### Exercise objective
Only reproduce the lines from the line containing "Extract the road" onward, exactly, through the final line of the data below.

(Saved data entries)
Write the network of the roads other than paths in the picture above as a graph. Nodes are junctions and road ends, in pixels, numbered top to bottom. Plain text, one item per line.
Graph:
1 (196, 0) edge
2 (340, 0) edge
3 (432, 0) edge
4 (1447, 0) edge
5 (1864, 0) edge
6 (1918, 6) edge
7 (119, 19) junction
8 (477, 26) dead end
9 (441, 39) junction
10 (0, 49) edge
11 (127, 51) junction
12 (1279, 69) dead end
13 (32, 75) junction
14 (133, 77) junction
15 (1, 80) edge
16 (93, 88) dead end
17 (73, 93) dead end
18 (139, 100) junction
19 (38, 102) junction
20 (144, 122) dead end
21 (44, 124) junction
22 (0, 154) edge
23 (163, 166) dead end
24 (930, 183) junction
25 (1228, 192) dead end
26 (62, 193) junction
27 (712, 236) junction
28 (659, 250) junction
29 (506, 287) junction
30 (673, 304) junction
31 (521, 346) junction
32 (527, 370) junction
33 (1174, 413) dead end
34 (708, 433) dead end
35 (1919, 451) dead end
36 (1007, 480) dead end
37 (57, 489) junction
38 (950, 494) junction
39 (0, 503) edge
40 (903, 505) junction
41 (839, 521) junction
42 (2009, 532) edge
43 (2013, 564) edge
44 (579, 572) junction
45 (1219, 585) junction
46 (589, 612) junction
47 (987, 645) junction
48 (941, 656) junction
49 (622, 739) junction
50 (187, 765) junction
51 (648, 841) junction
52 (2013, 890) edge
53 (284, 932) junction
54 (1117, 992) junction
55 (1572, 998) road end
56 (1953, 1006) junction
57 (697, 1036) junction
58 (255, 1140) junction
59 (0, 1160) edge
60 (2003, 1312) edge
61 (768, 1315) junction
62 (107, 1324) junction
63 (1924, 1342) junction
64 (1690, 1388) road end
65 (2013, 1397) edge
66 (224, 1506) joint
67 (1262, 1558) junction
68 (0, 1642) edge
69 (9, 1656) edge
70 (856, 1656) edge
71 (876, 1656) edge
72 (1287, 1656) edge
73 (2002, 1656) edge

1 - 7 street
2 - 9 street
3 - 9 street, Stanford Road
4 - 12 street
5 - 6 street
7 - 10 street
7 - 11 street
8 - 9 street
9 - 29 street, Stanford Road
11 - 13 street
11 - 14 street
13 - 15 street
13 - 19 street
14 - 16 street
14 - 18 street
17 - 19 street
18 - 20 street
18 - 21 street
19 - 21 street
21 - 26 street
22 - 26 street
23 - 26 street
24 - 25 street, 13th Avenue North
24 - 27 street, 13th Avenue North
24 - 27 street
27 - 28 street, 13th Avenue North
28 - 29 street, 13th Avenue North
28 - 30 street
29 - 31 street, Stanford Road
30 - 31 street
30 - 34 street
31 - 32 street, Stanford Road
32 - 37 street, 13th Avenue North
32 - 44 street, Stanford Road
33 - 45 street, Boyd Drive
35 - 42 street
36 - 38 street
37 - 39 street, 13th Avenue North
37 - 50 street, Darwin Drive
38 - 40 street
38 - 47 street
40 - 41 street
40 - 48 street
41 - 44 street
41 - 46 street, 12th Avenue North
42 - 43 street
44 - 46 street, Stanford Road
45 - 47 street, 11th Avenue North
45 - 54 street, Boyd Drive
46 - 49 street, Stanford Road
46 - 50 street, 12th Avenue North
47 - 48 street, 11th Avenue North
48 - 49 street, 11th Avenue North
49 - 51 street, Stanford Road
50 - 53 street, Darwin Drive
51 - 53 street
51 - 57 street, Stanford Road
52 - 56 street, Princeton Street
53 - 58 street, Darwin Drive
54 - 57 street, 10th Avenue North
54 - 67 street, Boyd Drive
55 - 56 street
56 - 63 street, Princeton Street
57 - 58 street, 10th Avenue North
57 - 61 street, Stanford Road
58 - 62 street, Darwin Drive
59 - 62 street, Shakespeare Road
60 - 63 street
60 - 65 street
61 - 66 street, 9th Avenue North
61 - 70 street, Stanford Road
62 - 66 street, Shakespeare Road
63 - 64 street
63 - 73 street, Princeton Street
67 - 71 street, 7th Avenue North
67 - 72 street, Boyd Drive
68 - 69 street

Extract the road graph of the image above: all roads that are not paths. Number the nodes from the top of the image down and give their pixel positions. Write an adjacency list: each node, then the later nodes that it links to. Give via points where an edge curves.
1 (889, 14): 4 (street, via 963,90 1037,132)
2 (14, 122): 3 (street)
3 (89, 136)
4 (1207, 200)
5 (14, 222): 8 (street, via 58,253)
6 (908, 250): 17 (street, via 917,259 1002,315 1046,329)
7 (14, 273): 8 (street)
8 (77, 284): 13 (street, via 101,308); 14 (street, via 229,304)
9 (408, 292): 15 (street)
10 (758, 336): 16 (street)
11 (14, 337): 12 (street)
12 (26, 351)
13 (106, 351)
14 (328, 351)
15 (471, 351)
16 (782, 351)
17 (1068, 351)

### Reply
Extract the road graph of the image above: all roads that are not paths. Number the nodes from the top of the image down and give their pixel positions. Write an adjacency list: each node, then the later nodes that it links to. Give via points where an edge curves.
1 (889, 14): 4 (street, via 963,90 1037,132)
2 (14, 122): 3 (street)
3 (89, 136)
4 (1207, 200)
5 (14, 222): 8 (street, via 58,253)
6 (908, 250): 17 (street, via 917,259 1002,315 1046,329)
7 (14, 273): 8 (street)
8 (77, 284): 13 (street, via 101,308); 14 (street, via 229,304)
9 (408, 292): 15 (street)
10 (758, 336): 16 (street)
11 (14, 337): 12 (street)
12 (26, 351)
13 (106, 351)
14 (328, 351)
15 (471, 351)
16 (782, 351)
17 (1068, 351)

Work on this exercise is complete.